四月小龜
在電腦深處的文件夾翻到古早的照片和視頻。視頻里,媽媽穿著睡衣靠在床頭,身體緊繃,滿臉憋勁兒。大概只有兩三歲的我笨拙地手腳并用,先是雙腳站在她的腳背,然后像熊抱樹一樣順勢爬上大腿,再跨到她胸前的臂彎處,爬上她的肩頭,最后踩著肩膀慢慢站起來。 “爬山成功嘍!”視頻在媽媽喜氣洋洋的歡呼聲和我的咯咯笑聲中戛然而止。
那是我最喜歡的“運動”之一。因為小時候我身體弱、性格膽小,我媽也常常帶我去爬真正的山,以此鍛煉身體,歷練心性。
我爸總在外地工作,所以就算爬山這種幾乎可以稱得上最合家歡的戶外活動,在我家也常常只有我和媽媽兩個人。她總會背一個幾乎連我都塞得進去的大包,無論我怎么哀求都不肯抱我,堅持讓我自己一步一步向上爬。
小小的我看媽媽就像一座大山,我犯錯時這座山嚴肅不可侵犯,但平日卻撐得住我爬上爬下。我可以騎在她肩膀出門,在元宵節(jié)人頭攢動的廣場“登高望遠”,看精彩的舞獅舞龍,而她只顧著看我是不是安全。
我逐漸長大,媽媽在我眼中越來越矮。我已經(jīng)能一把將她抱起來,實現(xiàn)一次令愚公望塵莫及的快速移山。她不再是大山了,而是變成一個小土丘,但仍然會有時沉默地橫在我的路上。
我晚自習后總繞遠路和隔壁班一個男同學一起回家被我媽發(fā)現(xiàn)了,她既不善于以理服人,也不懂什么暗示,只是開始風雨無阻地接送我上下學,像山一樣擋住了我涌動的暗戀。

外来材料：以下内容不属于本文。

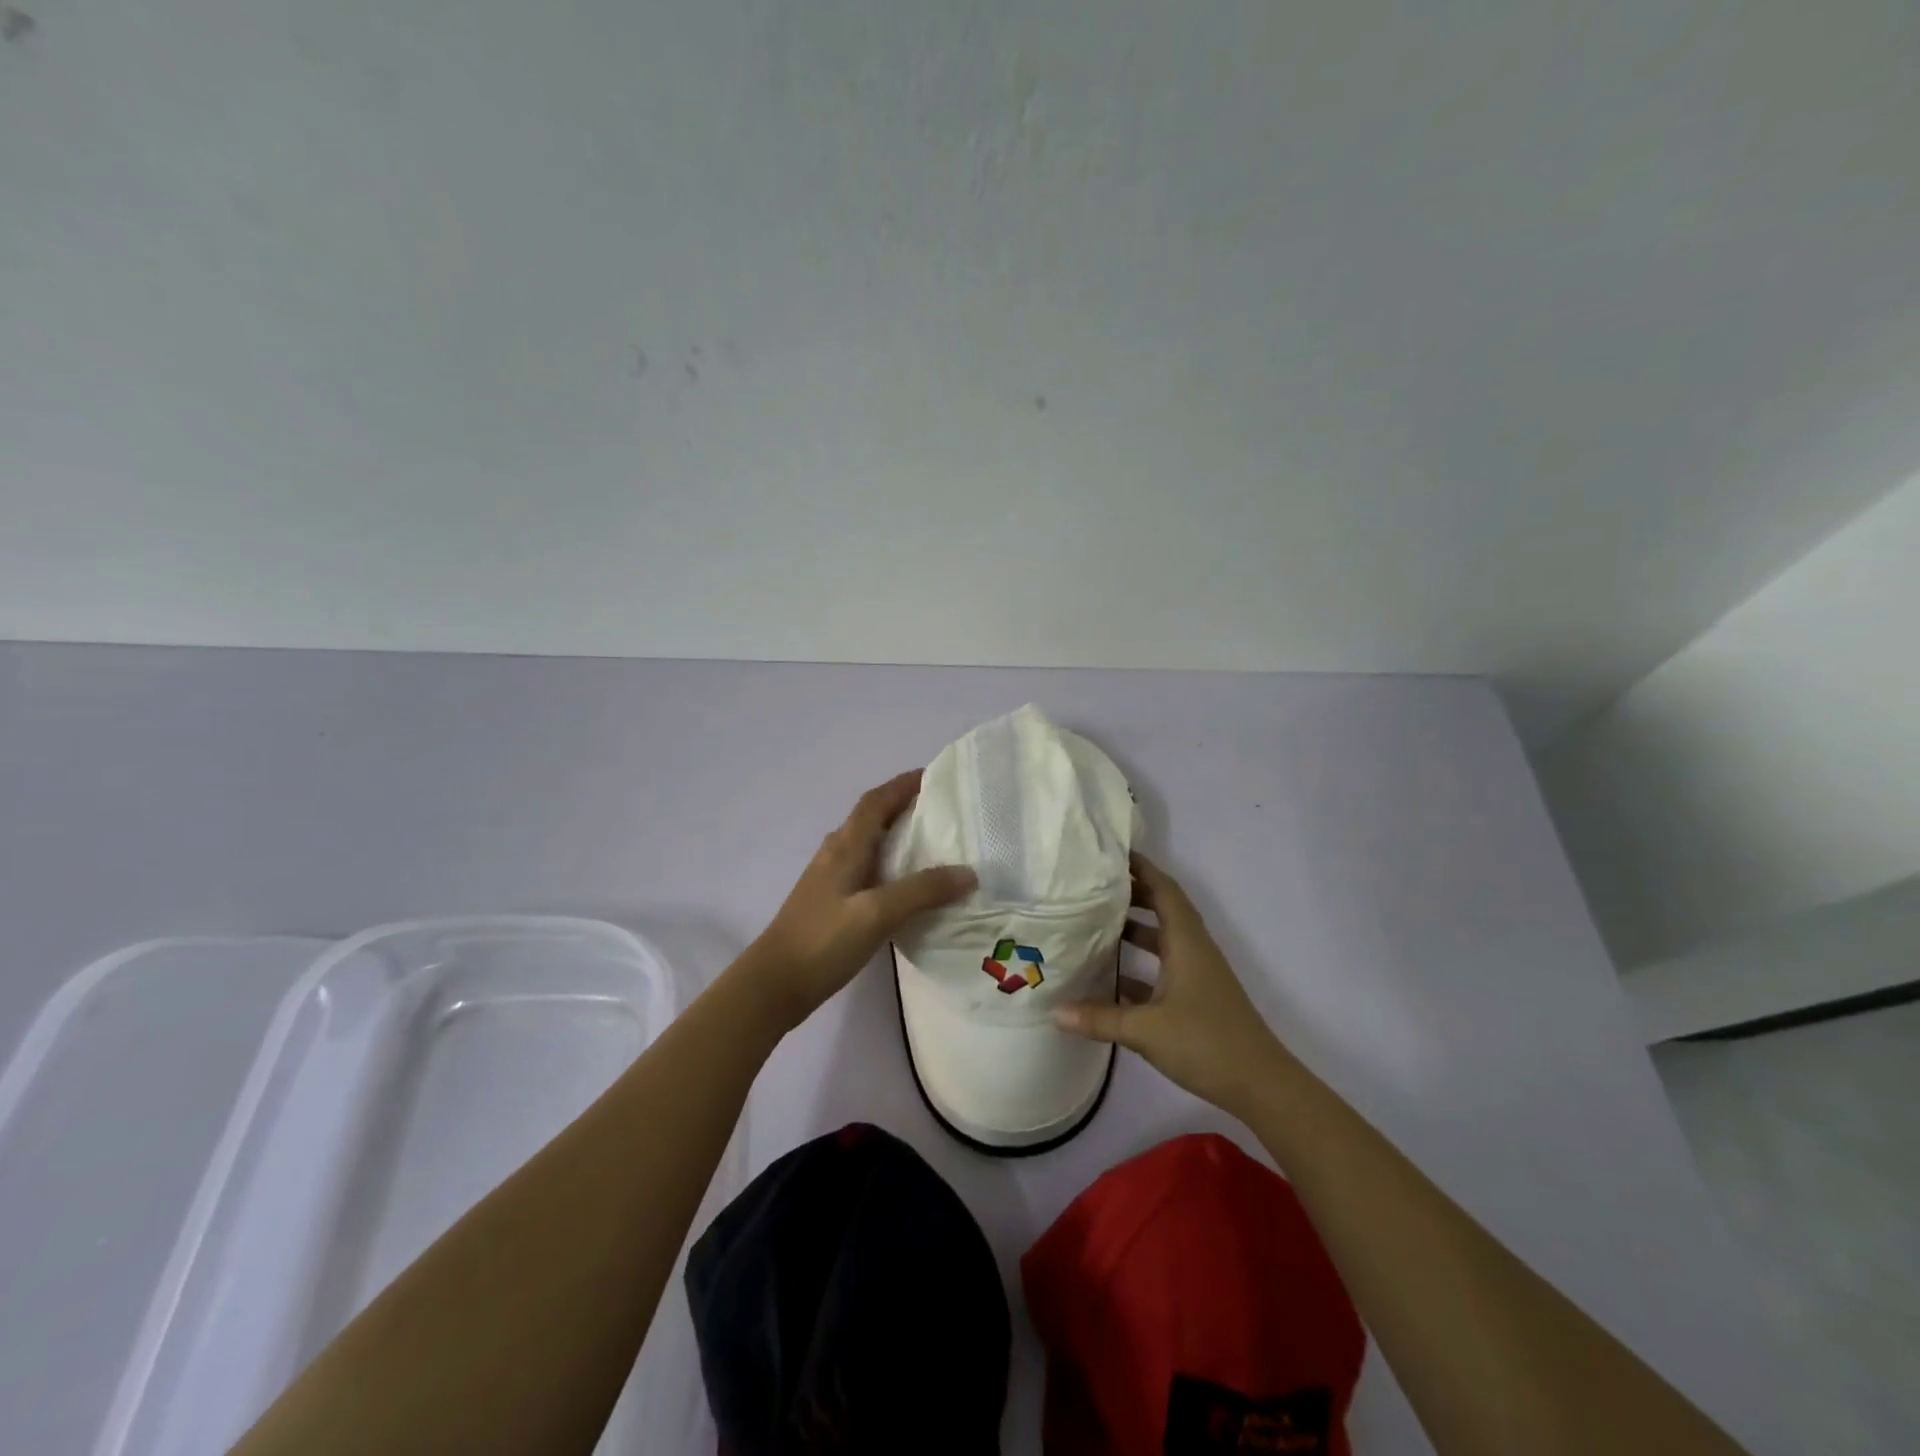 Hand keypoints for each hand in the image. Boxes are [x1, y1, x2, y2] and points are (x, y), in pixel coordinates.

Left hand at [746, 770, 975, 1028]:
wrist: (774, 984)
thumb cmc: (823, 941)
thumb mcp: (877, 914)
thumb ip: (922, 891)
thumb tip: (968, 872)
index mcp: (846, 846)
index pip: (876, 800)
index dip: (903, 784)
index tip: (935, 775)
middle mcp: (836, 853)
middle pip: (873, 817)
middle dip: (905, 805)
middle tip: (945, 810)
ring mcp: (831, 878)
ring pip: (869, 843)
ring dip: (897, 834)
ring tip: (935, 843)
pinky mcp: (832, 902)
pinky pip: (867, 868)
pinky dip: (891, 864)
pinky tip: (908, 886)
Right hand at [1053, 853, 1288, 1117]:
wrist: (1261, 1085)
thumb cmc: (1206, 1043)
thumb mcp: (1145, 1031)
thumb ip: (1098, 1019)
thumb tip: (1053, 1011)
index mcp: (1186, 943)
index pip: (1164, 890)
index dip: (1142, 868)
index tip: (1112, 854)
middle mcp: (1193, 950)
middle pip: (1164, 908)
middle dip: (1133, 893)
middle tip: (1094, 886)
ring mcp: (1197, 974)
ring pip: (1164, 938)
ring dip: (1135, 927)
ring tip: (1096, 923)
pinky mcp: (1197, 997)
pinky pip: (1164, 966)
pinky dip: (1140, 964)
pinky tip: (1111, 977) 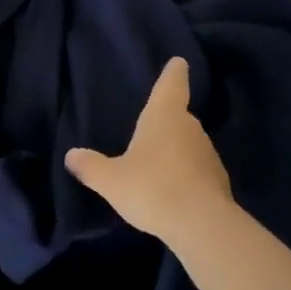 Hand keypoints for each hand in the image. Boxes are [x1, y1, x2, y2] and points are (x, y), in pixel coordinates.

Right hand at [65, 57, 232, 245]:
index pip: (172, 83)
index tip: (179, 62)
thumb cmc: (152, 187)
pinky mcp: (220, 183)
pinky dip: (188, 176)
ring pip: (190, 144)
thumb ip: (90, 167)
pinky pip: (199, 171)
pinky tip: (174, 194)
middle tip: (149, 131)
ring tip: (158, 168)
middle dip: (167, 121)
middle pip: (179, 116)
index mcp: (164, 114)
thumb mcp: (111, 180)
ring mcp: (209, 154)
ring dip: (177, 151)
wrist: (202, 227)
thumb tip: (71, 155)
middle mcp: (190, 127)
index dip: (174, 72) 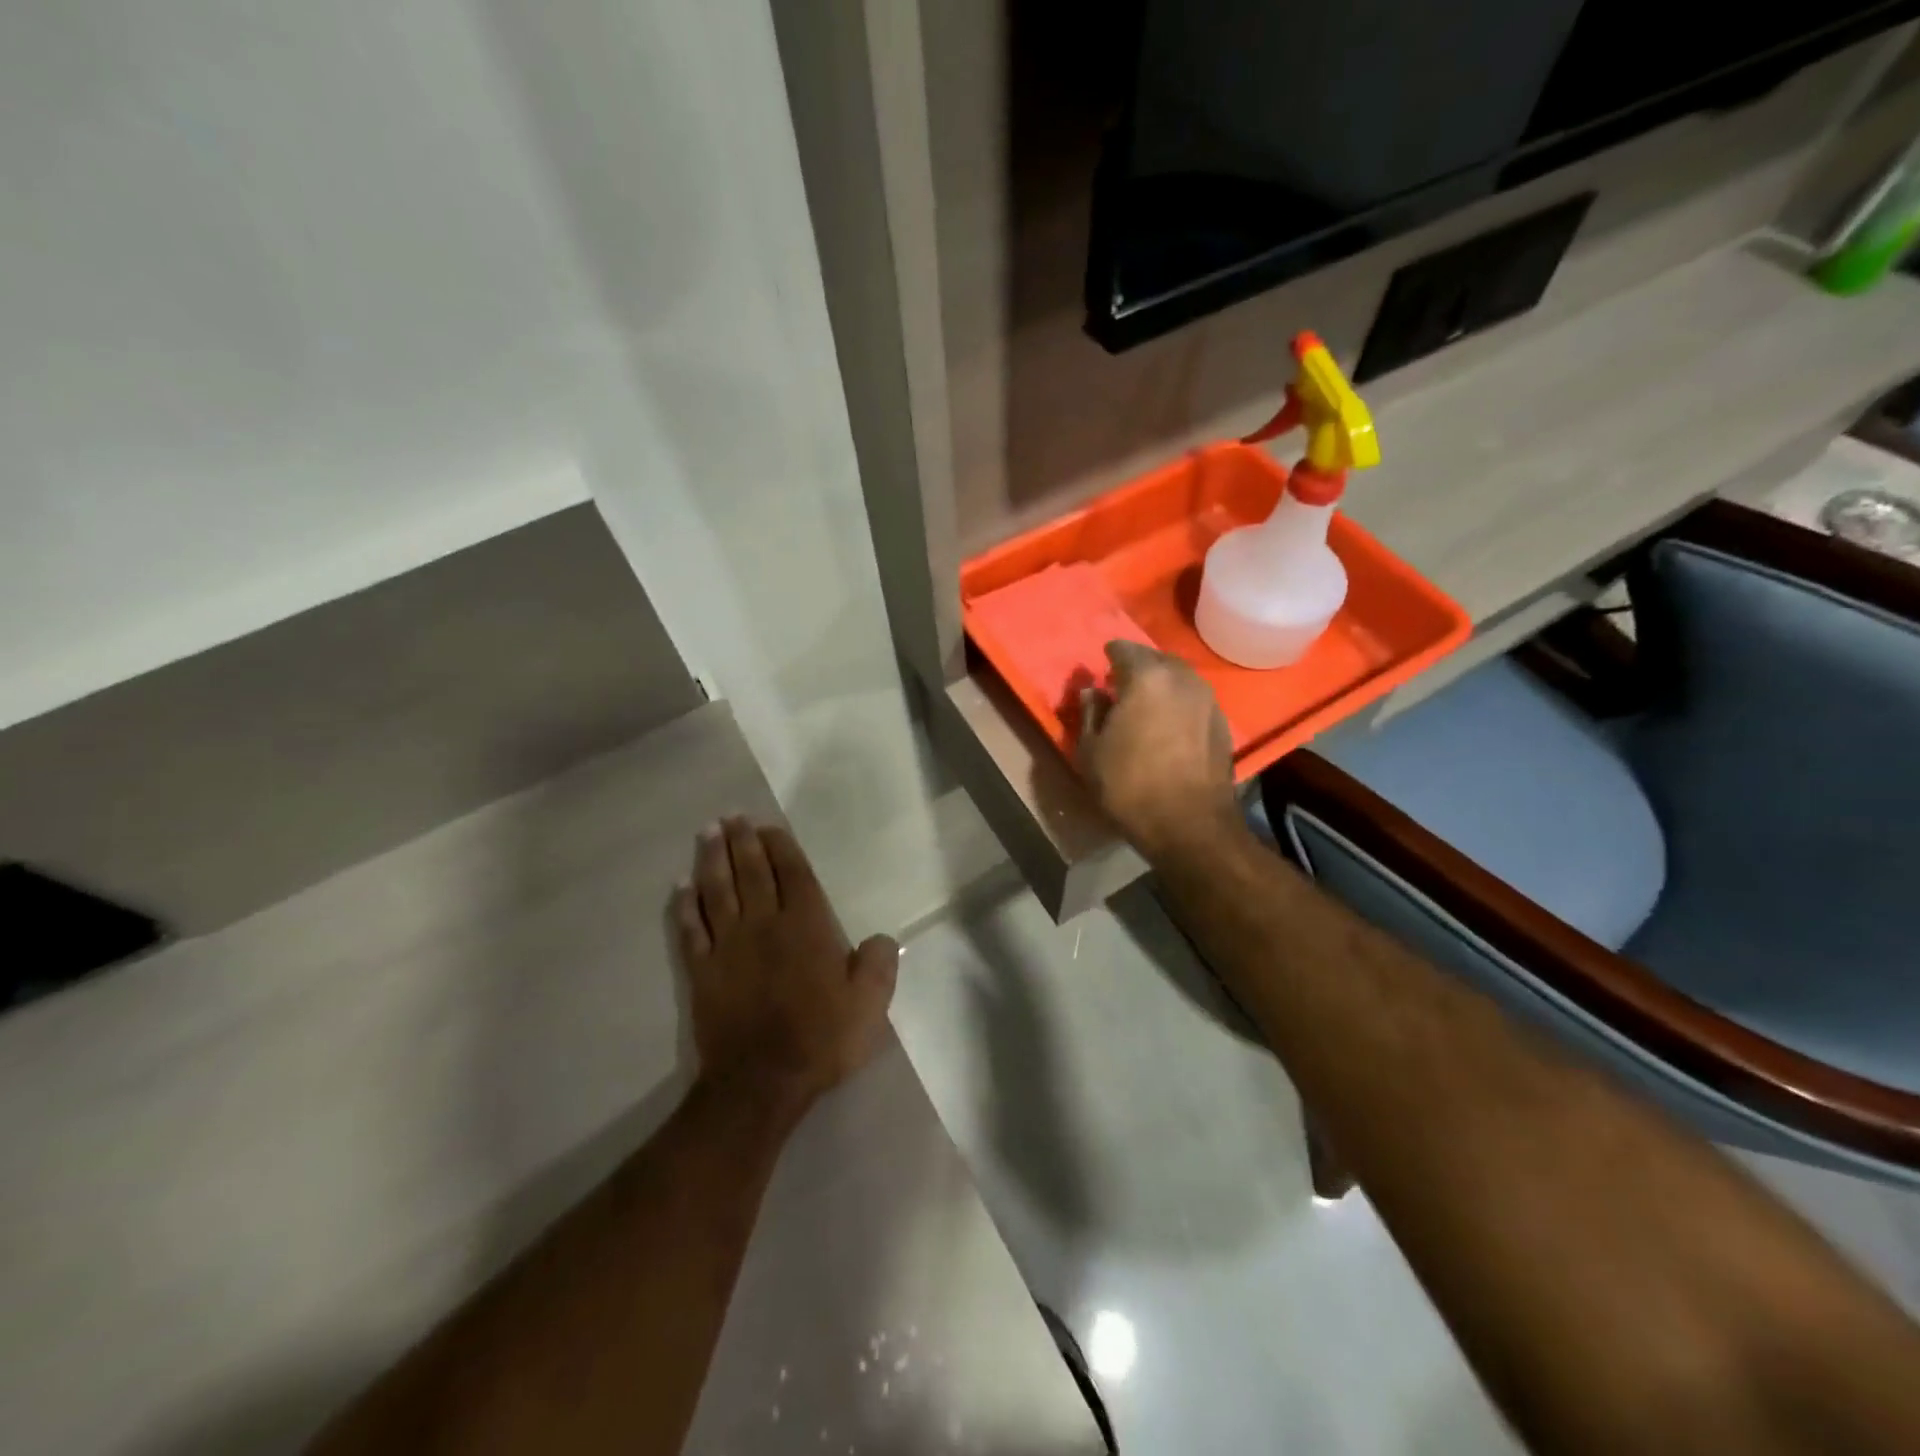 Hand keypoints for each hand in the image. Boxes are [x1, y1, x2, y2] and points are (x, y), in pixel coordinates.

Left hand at [673, 818, 897, 1117]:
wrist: (761, 1081)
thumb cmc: (820, 1039)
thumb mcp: (868, 1005)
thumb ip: (877, 965)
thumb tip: (881, 939)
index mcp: (806, 926)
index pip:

因為我媽這“一丘之隔”,我們倆的關系維持在一起為理想的大學努力這一層面上。眼看身邊的朋友先后浪漫地情竇初開,又一對對不歡而散,我媽這個小土丘反而像是我的綠化保護帶,像野生動物園里挖的溝壑,讓我倆都免遭傷害。
我從小就在日記里寫“我媽是座山”,雖然少不了寫一些諸如深夜背我去醫(yī)院這樣的老生常談,但在那些柔情似水的母愛里,我媽顯得尤其堅硬。我在她沉默的、笨拙的、不善表達的愛里日漸長大,看著她的身影越來越小。我知道她不能再做我的大山,
可是媽媽,我確實是在你的這座山上,走出了好遠好遠。